Rights like hearings, legal representation, or appeals are granted only as provided by statutes like the Immigration and Nationality Act. The president has broad powers under Article II to interpret and execute the laws Congress passes. In Mathews v. Diaz (1976), the Court clarified that non-citizens’ due process rights are subject to congressional limits. This is what democracy looks like.
While illegal aliens facing deportation may receive procedural protections (e.g., a hearing before an immigration judge), these protections are statutory, not constitutional, and can be modified by Congress and are subject to Executive discretion. Expedited removal, authorized under 8 U.S.C. § 1225, limits due process, providing only minimal review. The President can put anybody in charge of an immigration court. Given that very few of those illegally in our country have a legitimate asylum claim, with the right judges in place—i.e., those who serve the interests of the People—the President can rapidly remove millions of illegal aliens.
If the same due process enjoyed by US citizens were extended to illegal immigrants, a President would be unable to remove the ten million foreigners who illegally entered our country under the Biden regime—or the other ten million or so who came before them. How did Clinton remove more than 12 million illegal aliens from America? How did Bush and Obama remove more than 10 million and 5 million respectively? They could do this because they enjoyed the powers I described above. Where was the hysteria over due process then?

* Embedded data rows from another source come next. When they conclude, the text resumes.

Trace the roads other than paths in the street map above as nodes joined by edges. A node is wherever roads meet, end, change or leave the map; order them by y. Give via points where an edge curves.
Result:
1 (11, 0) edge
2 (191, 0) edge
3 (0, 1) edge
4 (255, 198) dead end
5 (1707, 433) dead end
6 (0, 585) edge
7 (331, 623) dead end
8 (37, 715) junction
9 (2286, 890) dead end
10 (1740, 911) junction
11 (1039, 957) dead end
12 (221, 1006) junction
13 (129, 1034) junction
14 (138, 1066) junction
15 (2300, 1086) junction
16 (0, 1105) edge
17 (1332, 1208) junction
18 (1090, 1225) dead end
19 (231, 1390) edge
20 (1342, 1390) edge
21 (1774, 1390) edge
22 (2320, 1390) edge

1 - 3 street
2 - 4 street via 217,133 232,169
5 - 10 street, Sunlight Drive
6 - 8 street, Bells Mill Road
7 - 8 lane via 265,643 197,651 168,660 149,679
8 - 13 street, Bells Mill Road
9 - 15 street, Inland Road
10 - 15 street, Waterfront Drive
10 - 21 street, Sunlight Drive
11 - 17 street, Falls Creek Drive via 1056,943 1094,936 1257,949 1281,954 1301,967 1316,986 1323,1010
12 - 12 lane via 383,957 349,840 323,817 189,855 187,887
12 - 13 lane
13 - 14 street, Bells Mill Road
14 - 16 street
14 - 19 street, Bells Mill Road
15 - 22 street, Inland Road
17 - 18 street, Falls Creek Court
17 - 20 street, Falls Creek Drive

This is the goal of lawfare: hijack judicial review with the hope that the Supreme Court will hijacking congressional and executive authority by establishing a procedural framework that grinds Trump’s deportation efforts to a halt. If this happens, then the populace will know that the judiciary is working in tandem with the corporate class to begin the final stages of America’s destruction. The Trump Administration may have returned Blair home in time. But time is running out. There are millions of Blairs still in America—and the corporatocracy wants to keep them here.